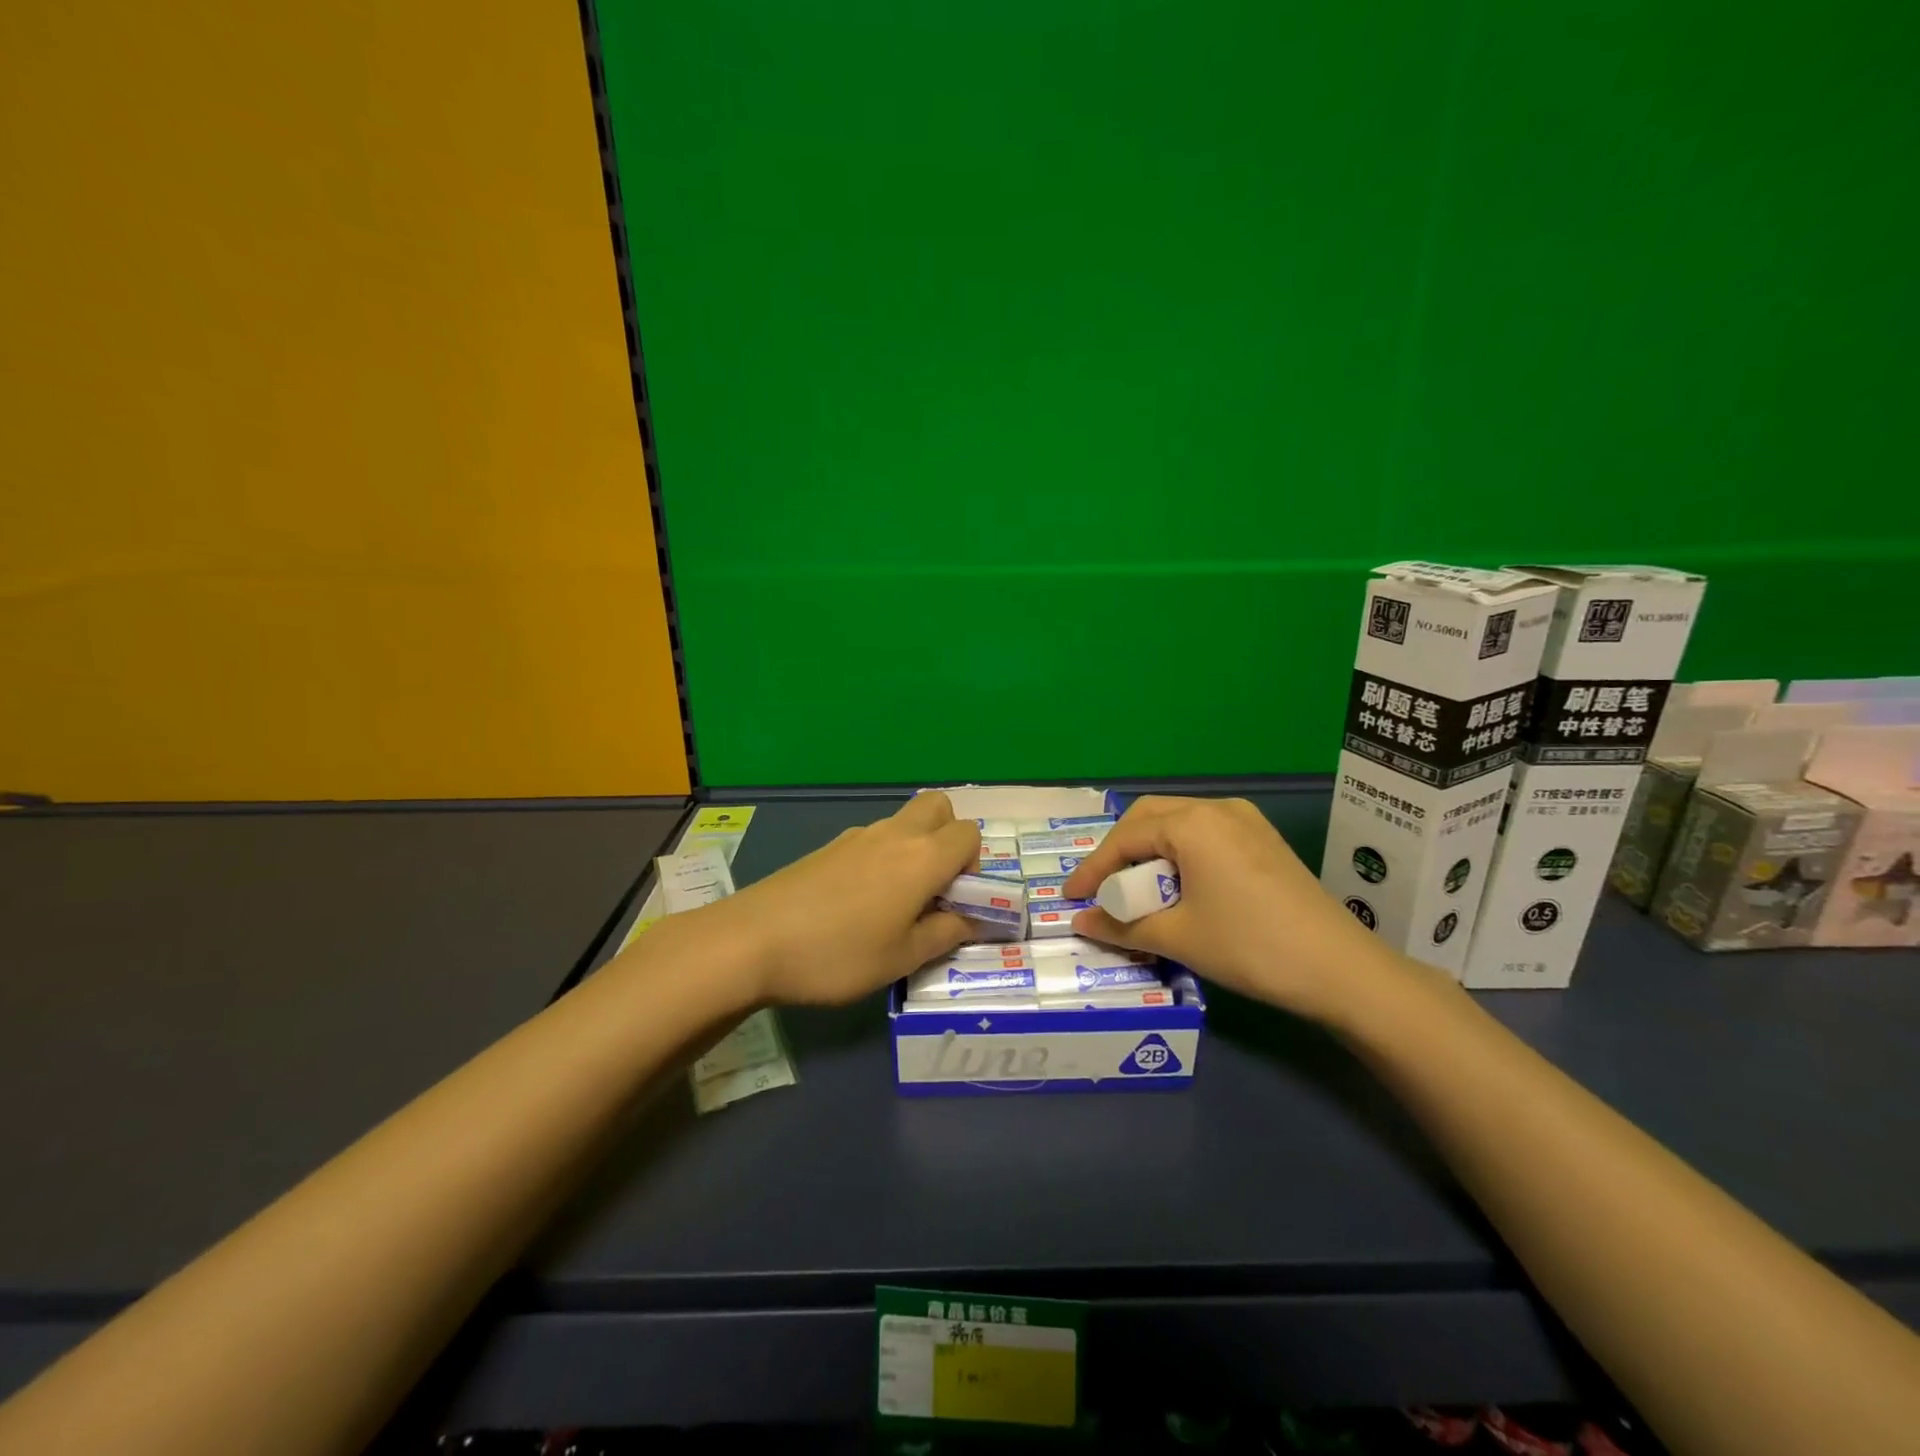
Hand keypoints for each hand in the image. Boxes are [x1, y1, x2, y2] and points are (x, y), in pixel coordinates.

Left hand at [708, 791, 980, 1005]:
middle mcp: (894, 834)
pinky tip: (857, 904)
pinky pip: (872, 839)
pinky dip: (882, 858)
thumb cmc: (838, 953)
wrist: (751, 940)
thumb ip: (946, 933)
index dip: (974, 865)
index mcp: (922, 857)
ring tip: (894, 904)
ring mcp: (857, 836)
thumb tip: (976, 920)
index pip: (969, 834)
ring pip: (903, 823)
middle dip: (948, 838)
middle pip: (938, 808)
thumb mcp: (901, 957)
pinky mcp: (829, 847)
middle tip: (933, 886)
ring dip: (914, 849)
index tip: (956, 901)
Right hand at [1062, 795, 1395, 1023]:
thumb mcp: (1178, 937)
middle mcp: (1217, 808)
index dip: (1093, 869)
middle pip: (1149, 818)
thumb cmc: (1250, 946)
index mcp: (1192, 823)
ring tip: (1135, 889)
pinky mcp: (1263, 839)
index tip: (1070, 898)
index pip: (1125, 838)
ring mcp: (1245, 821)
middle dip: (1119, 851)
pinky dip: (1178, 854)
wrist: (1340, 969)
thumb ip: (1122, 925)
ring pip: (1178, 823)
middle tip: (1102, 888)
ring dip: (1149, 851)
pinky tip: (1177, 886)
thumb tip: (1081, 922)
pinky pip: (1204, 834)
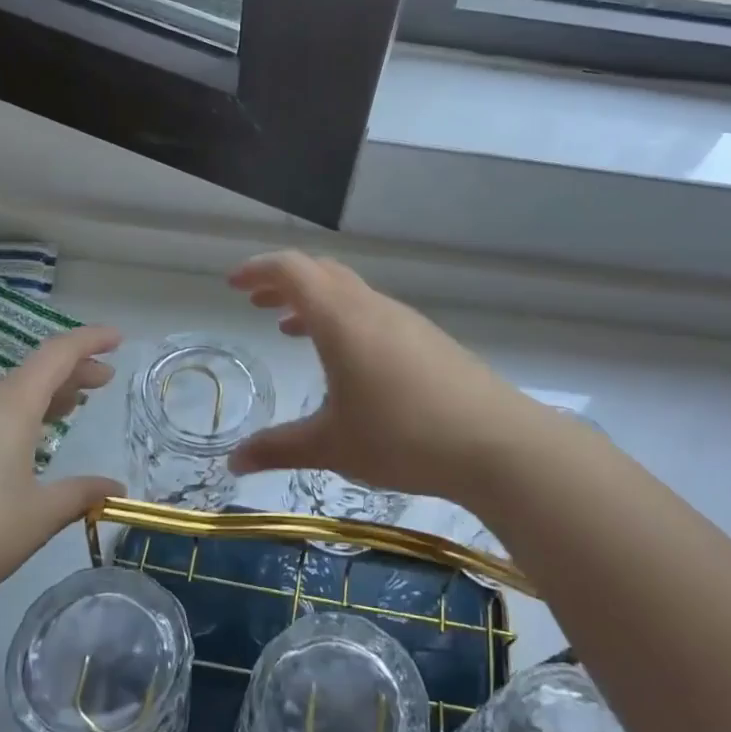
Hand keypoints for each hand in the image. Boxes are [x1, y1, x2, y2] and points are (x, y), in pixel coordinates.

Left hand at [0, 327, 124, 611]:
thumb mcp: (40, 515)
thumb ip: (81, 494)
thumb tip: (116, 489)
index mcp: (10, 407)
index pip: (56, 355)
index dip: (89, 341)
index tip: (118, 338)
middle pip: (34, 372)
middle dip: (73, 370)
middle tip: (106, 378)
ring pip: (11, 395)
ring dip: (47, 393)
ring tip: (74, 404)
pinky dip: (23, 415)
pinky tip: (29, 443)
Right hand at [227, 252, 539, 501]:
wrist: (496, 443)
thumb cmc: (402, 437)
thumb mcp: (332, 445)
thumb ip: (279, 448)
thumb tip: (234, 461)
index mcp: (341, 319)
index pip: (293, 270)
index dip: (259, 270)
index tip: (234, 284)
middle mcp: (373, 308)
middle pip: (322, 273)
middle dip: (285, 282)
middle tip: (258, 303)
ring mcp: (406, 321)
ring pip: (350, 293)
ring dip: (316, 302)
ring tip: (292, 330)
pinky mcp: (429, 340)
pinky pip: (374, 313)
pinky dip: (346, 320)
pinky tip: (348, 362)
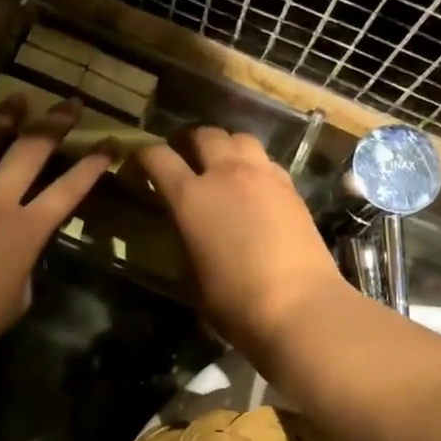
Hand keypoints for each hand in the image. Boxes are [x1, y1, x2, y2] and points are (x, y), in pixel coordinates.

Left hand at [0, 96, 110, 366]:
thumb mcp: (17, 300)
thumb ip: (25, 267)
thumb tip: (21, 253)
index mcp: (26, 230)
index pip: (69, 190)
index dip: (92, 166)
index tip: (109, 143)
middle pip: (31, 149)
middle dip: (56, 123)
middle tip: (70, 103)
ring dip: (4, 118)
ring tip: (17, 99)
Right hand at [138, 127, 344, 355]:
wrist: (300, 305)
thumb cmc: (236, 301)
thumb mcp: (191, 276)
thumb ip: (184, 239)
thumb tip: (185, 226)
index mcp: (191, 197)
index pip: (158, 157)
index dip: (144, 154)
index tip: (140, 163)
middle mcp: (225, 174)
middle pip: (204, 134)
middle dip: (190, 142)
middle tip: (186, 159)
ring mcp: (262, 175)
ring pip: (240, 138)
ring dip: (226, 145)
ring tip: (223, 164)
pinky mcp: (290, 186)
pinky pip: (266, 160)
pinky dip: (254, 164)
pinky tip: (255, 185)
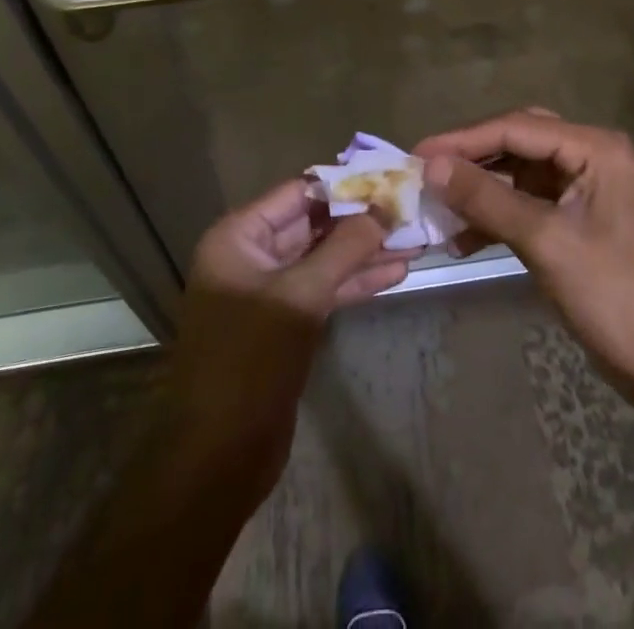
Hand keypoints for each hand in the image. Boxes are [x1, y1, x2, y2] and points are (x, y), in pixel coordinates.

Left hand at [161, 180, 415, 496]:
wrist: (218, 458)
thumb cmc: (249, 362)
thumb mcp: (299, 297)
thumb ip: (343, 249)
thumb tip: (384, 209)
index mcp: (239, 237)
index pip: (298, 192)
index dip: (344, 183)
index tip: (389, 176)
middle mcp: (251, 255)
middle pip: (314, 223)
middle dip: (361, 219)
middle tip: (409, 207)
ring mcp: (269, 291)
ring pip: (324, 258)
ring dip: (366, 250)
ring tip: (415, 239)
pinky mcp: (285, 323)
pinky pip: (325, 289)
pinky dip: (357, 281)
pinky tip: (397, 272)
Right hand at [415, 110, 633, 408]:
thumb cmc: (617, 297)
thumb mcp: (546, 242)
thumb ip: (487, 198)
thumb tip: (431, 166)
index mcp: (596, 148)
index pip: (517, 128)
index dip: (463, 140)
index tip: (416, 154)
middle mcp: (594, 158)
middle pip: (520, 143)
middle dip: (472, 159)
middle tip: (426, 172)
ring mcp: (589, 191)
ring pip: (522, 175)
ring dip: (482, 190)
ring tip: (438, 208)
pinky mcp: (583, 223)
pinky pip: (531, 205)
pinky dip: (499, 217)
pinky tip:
* * * * * * * * *
Out of the records above, return only the lines from the one with "index tip: (118, 338)" through the one with "index tip: (109, 143)", exactly, and none of the pictures.

* _TASK SOLUTION_:
index tip: (118, 338)
middle pip: (34, 372)
middle dip: (73, 370)
middle tip: (106, 378)
ring pip: (11, 395)
ring dip: (47, 393)
ring tip: (74, 404)
pinky dip: (23, 415)
pinky tip: (29, 443)
Right hand at [227, 252, 539, 501]:
wrist: (496, 443)
thumb cmc: (402, 437)
thumb mcp: (332, 445)
thumb ip: (279, 448)
thumb tip: (234, 461)
index mcp: (341, 319)
index pip: (293, 270)
index dip: (259, 270)
index tip: (234, 284)
middle mcp: (373, 308)
middle pip: (322, 273)
middle dip: (285, 282)
middle tip: (258, 303)
ring mcp: (406, 321)
ring pip: (350, 293)
ring dip: (316, 302)
ring tip: (292, 330)
pinky mcp: (429, 340)
pinky pip: (374, 313)
pinky dip: (346, 320)
pinky tip: (348, 362)
Hand keypoints for each hand in the image. Boxes are [x1, y1, x2, y2] and points are (x, y), in pixel coordinates.

Left hand at [0, 96, 110, 366]:
thumb mcp: (17, 300)
thumb ip: (25, 267)
thumb tip: (21, 253)
index mcp: (26, 230)
index pip: (69, 190)
index dip: (92, 166)
index tip: (109, 143)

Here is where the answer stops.